Dégradation de l’accès aux soins, tensions sur les effectifs et menaces de fermetures : onze présidents et présidentes de conseil de surveillance de centres hospitaliers français, dont celle d’Esquirol à Limoges en Haute-Vienne, et celle de la Valette à Saint-Vaury en Creuse, ont adressé un courrier à Geneviève Darrieussecq, ministre de la Santé, pour l’interpeller sur la situation de la psychiatrie publique.
Une situation qui s'enlise
C’est depuis des années et des années un serpent de mer, sauf que ceux qui le combattent ont plutôt l’impression d’être dans le désert : la psychiatrie française, particulièrement publique, est en grande souffrance.
Cette formule, on pouvait déjà la lire dans la presse il y a plus de dix ans, et même avant encore. Quelques chiffres pour confirmer : entre 1997 et 2015, près de 15 000 lits de psychiatrie auraient été fermés en France quand, entre 2010 et 2016, 300 000 personnes supplémentaires auraient été suivies. Et on estime aujourd’hui que près de treize millions de Français sont victimes de troubles psychiques chaque année, avec une dégradation particulièrement alarmante chez les jeunes, dont les 18-24 ans !
À tel point que Michel Barnier annonçait, fin septembre, vouloir en faire une grande cause nationale pour 2025, moins de trois semaines après sa nomination au poste de Premier ministre.
Il faut agir rapidement
Mais effet d’annonce ou volonté réelle ? C’est en partie pour le savoir que onze présidents de conseil de surveillance de centres hospitalier ont cosigné un courrier à la ministre de la Santé, Geneviève Darrieussecq.
Parmi les signataires, Marie-Christine Bunlon, pour le CH La Valette à Saint-Vaury en Creuse, et Gulsen Yildirim, pour le CH Esquirol à Limoges en Haute-Vienne. Pour cette dernière, "l’attente, c'est déjà de faire en sorte d’avoir une réponse de la ministre de la Santé, puisque nous avons souhaité un rendez-vous avec elle, pour non pas dénoncer la situation, mais pour apporter notre contribution à cette grande cause nationale. Il y a des réponses rapides à apporter. Déjà, en termes de moyens humains."

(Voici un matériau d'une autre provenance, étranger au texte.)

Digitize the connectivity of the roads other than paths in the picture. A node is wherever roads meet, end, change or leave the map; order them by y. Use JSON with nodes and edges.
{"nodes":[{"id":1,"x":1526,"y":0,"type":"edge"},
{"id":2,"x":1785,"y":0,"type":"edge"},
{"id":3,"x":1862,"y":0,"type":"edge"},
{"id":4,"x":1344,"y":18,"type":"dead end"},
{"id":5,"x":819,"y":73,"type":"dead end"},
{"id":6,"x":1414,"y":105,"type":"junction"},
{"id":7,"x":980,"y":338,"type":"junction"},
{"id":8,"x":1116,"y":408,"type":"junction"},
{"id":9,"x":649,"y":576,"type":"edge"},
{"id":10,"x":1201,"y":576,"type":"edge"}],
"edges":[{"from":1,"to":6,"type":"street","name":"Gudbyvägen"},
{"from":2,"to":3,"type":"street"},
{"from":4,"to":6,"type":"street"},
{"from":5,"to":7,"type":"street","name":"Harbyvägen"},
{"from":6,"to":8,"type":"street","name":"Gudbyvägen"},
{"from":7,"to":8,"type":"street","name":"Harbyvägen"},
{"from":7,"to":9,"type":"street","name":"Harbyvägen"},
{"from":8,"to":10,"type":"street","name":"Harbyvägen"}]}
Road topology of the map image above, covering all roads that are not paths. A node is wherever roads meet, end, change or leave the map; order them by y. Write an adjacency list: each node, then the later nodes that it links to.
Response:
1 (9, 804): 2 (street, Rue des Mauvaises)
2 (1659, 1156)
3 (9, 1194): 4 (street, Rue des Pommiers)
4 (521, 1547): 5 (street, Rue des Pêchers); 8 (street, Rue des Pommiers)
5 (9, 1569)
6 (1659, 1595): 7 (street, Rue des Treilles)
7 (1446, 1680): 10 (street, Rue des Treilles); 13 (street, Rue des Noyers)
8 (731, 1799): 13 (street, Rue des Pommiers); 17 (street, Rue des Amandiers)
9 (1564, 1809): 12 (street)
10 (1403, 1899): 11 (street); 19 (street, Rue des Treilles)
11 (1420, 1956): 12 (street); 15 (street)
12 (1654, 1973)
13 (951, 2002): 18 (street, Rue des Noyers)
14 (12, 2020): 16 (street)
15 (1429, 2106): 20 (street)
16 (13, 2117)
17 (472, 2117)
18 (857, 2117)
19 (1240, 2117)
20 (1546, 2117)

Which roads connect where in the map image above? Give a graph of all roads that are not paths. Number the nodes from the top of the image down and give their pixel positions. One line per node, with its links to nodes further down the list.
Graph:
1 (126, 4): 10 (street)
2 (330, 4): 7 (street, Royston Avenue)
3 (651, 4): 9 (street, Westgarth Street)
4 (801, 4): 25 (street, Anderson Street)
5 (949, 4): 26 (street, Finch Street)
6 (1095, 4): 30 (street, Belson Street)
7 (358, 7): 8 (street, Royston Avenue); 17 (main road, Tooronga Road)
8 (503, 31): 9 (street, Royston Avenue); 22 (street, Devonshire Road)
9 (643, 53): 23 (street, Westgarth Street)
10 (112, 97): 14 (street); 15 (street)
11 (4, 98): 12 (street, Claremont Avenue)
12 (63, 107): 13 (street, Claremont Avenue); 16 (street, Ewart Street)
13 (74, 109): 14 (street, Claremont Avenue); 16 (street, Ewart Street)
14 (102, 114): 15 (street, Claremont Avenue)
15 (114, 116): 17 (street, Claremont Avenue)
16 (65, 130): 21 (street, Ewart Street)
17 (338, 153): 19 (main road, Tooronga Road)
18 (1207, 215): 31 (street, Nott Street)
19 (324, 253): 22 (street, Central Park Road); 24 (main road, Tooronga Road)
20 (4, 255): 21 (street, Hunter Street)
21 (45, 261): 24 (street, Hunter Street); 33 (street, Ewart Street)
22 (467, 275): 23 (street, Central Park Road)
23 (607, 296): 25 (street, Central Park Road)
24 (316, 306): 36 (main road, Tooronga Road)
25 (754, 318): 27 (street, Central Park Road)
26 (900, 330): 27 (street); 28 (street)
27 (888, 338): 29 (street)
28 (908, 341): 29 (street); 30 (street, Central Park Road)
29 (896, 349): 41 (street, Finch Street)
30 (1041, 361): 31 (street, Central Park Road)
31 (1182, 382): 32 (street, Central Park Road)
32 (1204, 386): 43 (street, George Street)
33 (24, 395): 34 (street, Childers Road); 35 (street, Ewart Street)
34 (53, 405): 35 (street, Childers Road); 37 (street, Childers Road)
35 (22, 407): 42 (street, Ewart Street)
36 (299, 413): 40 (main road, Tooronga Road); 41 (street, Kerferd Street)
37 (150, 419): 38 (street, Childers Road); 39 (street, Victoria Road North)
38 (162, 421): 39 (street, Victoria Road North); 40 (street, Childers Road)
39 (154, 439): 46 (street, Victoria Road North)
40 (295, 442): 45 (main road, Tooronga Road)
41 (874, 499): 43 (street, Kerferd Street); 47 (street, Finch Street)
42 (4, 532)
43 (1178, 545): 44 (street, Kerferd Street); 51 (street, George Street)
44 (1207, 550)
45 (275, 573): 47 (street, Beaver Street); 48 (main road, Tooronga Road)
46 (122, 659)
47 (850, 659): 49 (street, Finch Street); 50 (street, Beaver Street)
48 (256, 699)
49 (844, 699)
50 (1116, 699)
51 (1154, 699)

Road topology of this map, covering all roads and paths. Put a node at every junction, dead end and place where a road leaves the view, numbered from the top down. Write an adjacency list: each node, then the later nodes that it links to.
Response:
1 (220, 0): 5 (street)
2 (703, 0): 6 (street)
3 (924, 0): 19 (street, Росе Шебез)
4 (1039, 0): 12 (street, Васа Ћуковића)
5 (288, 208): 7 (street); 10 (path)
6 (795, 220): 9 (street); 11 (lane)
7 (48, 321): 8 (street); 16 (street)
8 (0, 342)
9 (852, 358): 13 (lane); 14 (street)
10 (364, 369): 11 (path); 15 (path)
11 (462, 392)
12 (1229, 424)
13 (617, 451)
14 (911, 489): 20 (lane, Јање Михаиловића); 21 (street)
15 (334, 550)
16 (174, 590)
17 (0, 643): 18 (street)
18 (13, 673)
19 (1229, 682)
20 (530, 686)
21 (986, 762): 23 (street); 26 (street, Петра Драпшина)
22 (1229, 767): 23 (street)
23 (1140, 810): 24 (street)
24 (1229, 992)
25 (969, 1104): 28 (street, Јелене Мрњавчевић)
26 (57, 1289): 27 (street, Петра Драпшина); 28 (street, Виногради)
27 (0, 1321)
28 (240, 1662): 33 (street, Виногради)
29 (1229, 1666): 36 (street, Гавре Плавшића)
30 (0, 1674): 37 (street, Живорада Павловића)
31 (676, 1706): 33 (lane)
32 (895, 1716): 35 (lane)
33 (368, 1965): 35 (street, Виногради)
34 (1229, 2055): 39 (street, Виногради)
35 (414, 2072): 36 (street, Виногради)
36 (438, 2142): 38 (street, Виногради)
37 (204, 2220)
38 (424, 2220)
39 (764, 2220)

Moyens humains, et financiers bien sûr, comme partout, les nœuds du problème. Sont dénoncés, pêle-mêle : un manque d’attractivité, quand près de 23% des postes de psychiatres sont vacants au sein de l’hôpital public, selon la Fédération Nationale Hospitalière. Les tensions sur les personnels médicaux et paramédicaux, qui amènent les fermetures de lits et de centres évoquées plus haut. La dégradation générale de l’accès aux soins qui en est induite, et on en passe...
Sans oublier toutefois les conséquences sur les plus jeunes, particulièrement dénoncées.
Rien qu’en Creuse, deux unités de pédopsychiatrie pourraient fermer prochainement, faute de praticiens. Sont concernées l’Hermitage à La Souterraine, et la Petite Maison à Guéret. L’Agence Régionale de Santé doit d’ailleurs se prononcer sur ces cas en novembre.
Des situations que regrette forcément Gulsen Yildirim : "on n’a pas les moyens de prendre en charge correctement ces jeunes, alors qu’en grandissant, leurs troubles s’accroissent. Et on se retrouve alors face à des jeunes qui sont en grande souffrance, et cela explique parfois cette violence qu’ils expriment d’une manière ou d’une autre."